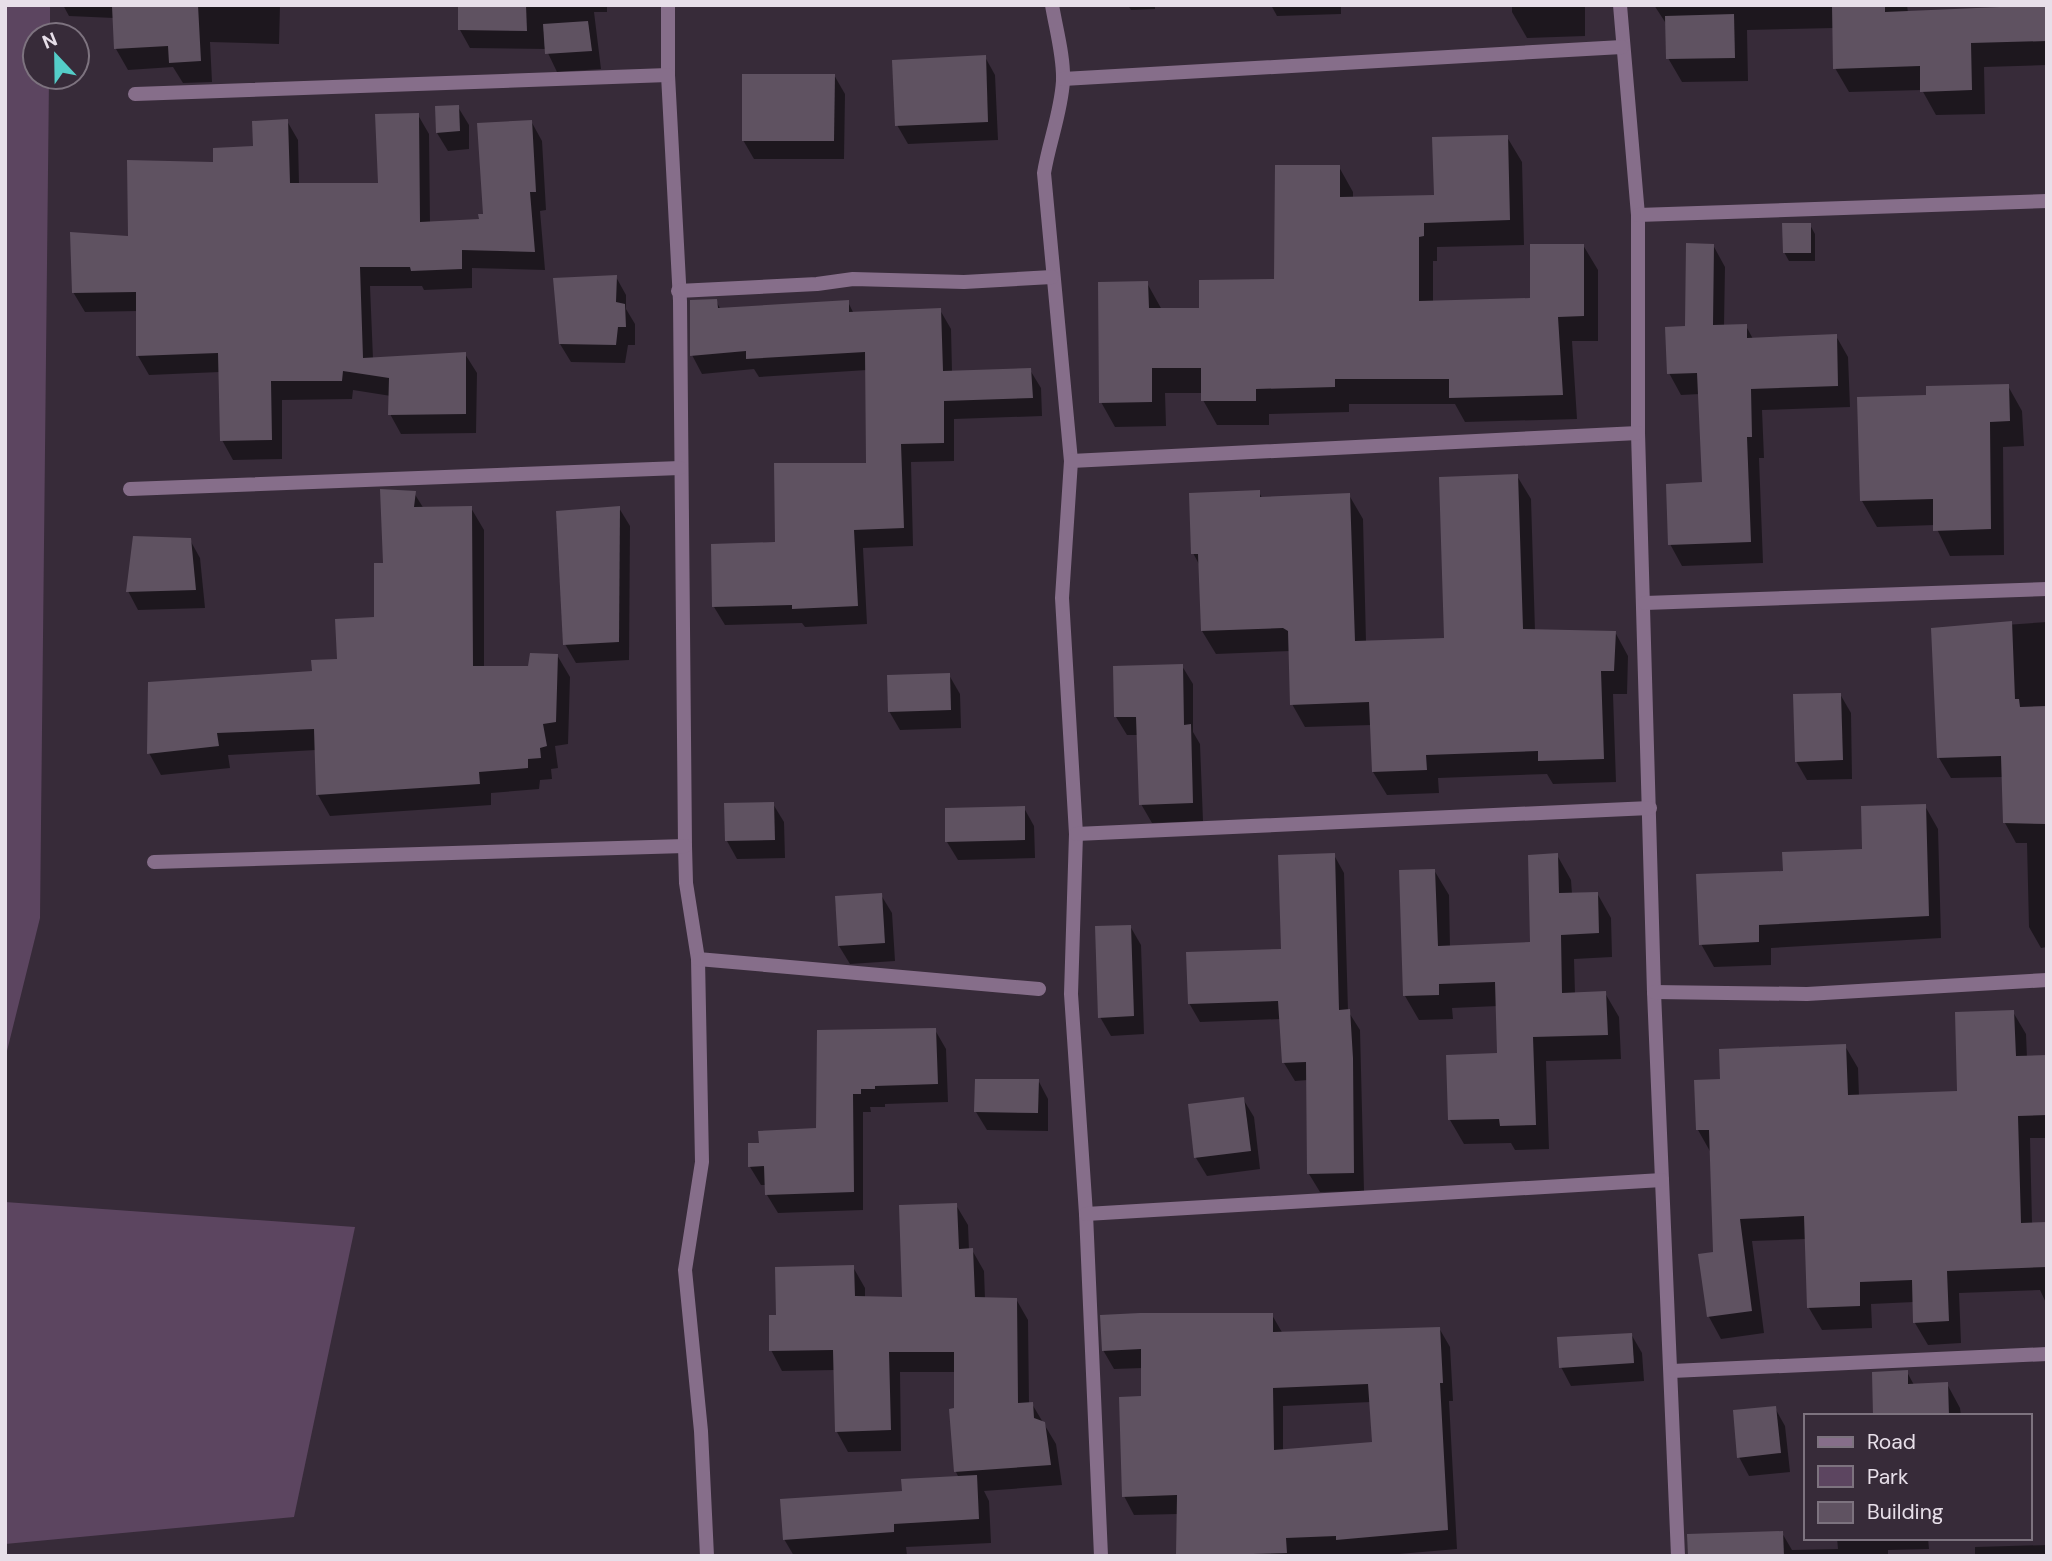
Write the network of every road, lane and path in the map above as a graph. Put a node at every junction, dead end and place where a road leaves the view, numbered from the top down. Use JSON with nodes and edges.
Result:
{"nodes":[{"id":1,"x":668,"y":5,"type":"edge"},
{"id":2,"x":1052,"y":5,"type":"edge"},
{"id":3,"x":1620,"y":5,"type":"edge"},
{"id":4,"x":1622,"y":47,"type":"junction"},
{"id":5,"x":668,"y":75,"type":"junction"},
{"id":6,"x":1063,"y":79,"type":"junction"},
{"id":7,"x":135,"y":94,"type":"dead end"},
{"id":8,"x":2047,"y":201,"type":"edge"},
{"id":9,"x":1639,"y":215,"type":"junction"},
{"id":10,"x":1052,"y":277,"type":"junction"},
{"id":11,"x":678,"y":290,"type":"junction"},
{"id":12,"x":1638,"y":433,"type":"junction"},
{"id":13,"x":1071,"y":461,"type":"junction"},
{"id":14,"x":680,"y":468,"type":"junction"},
{"id":15,"x":130,"y":489,"type":"dead end"},
{"id":16,"x":2047,"y":589,"type":"edge"},
{"id":17,"x":1645,"y":603,"type":"junction"},
{"id":18,"x":1650,"y":808,"type":"junction"},
{"id":19,"x":1076,"y":834,"type":"junction"},
{"id":20,"x":685,"y":846,"type":"junction"},
{"id":21,"x":154,"y":862,"type":"dead end"},
{"id":22,"x":698,"y":959,"type":"junction"},
{"id":23,"x":2047,"y":980,"type":"edge"},
{"id":24,"x":1039,"y":989,"type":"dead end"},
{"id":25,"x":1654,"y":992,"type":"junction"},
{"id":26,"x":1662,"y":1180,"type":"junction"},
{"id":27,"x":1086,"y":1214,"type":"junction"},
{"id":28,"x":2047,"y":1354,"type":"edge"},
{"id":29,"x":1672,"y":1371,"type":"junction"},
{"id":30,"x":707,"y":1556,"type":"edge"},
{"id":31,"x":1101,"y":1556,"type":"edge"},
{"id":32,"x":1678,"y":1556,"type":"edge"}],
"edges":[{"from":1,"to":5,"type":"street"},
{"from":2,"to":6,"type":"street"},
{"from":3,"to":4,"type":"street"},
{"from":4,"to":6,"type":"street"},
{"from":4,"to":9,"type":"street"},
{"from":5,"to":7,"type":"street"},
{"from":5,"to":11,"type":"street"},
{"from":6,"to":10,"type":"street"},
{"from":8,"to":9,"type":"street"},
{"from":9,"to":12,"type":"street"},
{"from":10,"to":11,"type":"street"},
{"from":10,"to":13,"type":"street"},
{"from":11,"to":14,"type":"street"},
{"from":12,"to":13,"type":"street"},
{"from":12,"to":17,"type":"street"},
{"from":13,"to":19,"type":"street"},
{"from":14,"to":15,"type":"street"},
{"from":14,"to":20,"type":"street"},
{"from":16,"to":17,"type":"street"},
{"from":17,"to":18,"type":"street"},
{"from":18,"to":19,"type":"street"},
{"from":18,"to":25,"type":"street"},
{"from":19,"to":27,"type":"street"},
{"from":20,"to":21,"type":"street"},
{"from":20,"to":22,"type":"street"},
{"from":22,"to":24,"type":"street"},
{"from":22,"to":30,"type":"street"},
{"from":23,"to":25,"type":"street"},
{"from":25,"to":26,"type":"street"},
{"from":26,"to":27,"type":"street"},
{"from":26,"to":29,"type":"street"},
{"from":27,"to":31,"type":"street"},
{"from":28,"to":29,"type":"street"},
{"from":29,"to":32,"type":"street"}]}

• Task description
Your reply must contain each entry exactly as written and no pictures.

• Problem solution
Write the network of every road, lane and path in the map above as a graph. Put a node at every junction, dead end and place where a road leaves the view, numbered from the top down. Use JSON with nodes and edges.
Result:
{"nodes":[{"id":1,"x":668,"y":5,"type":"edge"},
{"id":2,"x":1052,"y":5,"type":"edge"},
{"id":3,"x":1620,"y":5,"type":"edge"},
{"id":4,"x":1622,"y":47,"type":"junction"},
{"id":5,"x":668,"y":75,"type":"junction"},
{"id":6,"x":1063,"y":79,"type":"junction"},
{"id":7,"x":135,"y":94,"type":"dead end"},
{"id":8,"x":2047,"y":201,"type":"edge"},
{"id":9,"x":1639,"y":215,"type":"junction"},
{"id":10,"x":1052,"y":277,"type":"junction"},
{"id":11,"x":678,"y":290,"type":"junction"},
{"id":12,"x":1638,"y":433,"type":"junction"},
{"id":13,"x":1071,"y":461,"type":"junction"},
{"id":14,"x":680,"y":468,"type":"junction"},
{"id":15,"x":130,"y":489,"type":"dead end"},
{"id":16,"x":2047,"y":589,"type":"edge"},
{"id":17,"x":1645,"y":603,"type":"junction"},
{"id":18,"x":1650,"y":808,"type":"junction"},
{"id":19,"x":1076,"y":834,"type":"junction"},
{"id":20,"x":685,"y":846,"type":"junction"},
{"id":21,"x":154,"y":862,"type":"dead end"},
{"id":22,"x":698,"y":959,"type":"junction"},
{"id":23,"x":2047,"y":980,"type":"edge"},
{"id":24,"x":1039,"y":989,"type":"dead end"},
{"id":25,"x":1654,"y":992,"type":"junction"},
{"id":26,"x":1662,"y":1180,"type":"junction"},
{"id":27,"x":1086,"y":1214,"type":"junction"},
{"id":28,"x":2047,"y":1354,"type":"edge"},
{"id":29,"x":1672,"y":1371,"type":"junction"},
{"id":30,"x":707,"y":1556,"type":"edge"},
{"id":31,"x":1101,"y":1556,"type":"edge"},
{"id":32,"x":1678,"y":1556,"type":"edge"}],
"edges":[{"from":1,"to":5,"type":"street"},
{"from":2,"to":6,"type":"street"},
{"from":3,"to":4,"type":"street"},
{"from":4,"to":6,"type":"street"},
{"from":4,"to":9,"type":"street"},
{"from":5,"to":7,"type":"street"},
{"from":5,"to":11,"type":"street"},
{"from":6,"to":10,"type":"street"},
{"from":8,"to":9,"type":"street"},
{"from":9,"to":12,"type":"street"},
{"from":10,"to":11,"type":"street"},
{"from":10,"to":13,"type":"street"},
{"from":11,"to":14,"type":"street"},
{"from":12,"to":13,"type":"street"},
{"from":12,"to":17,"type":"street"},
{"from":13,"to":19,"type":"street"},
{"from":14,"to":15,"type":"street"},
{"from":14,"to":20,"type":"street"},
{"from":16,"to":17,"type":"street"},
{"from":17,"to":18,"type":"street"},
{"from":18,"to":19,"type":"street"},
{"from":18,"to":25,"type":"street"},
{"from":19,"to":27,"type":"street"},
{"from":20,"to":21,"type":"street"},
{"from":20,"to":22,"type":"street"},
{"from":22,"to":24,"type":"street"},
{"from":22,"to":30,"type":"street"},
{"from":23,"to":25,"type":"street"},
{"from":25,"to":26,"type":"street"},
{"from":26,"to":27,"type":"street"},
{"from":26,"to":29,"type":"street"},
{"from":27,"to":31,"type":"street"},
{"from":28,"to":29,"type":"street"},
{"from":29,"to":32,"type":"street"}]}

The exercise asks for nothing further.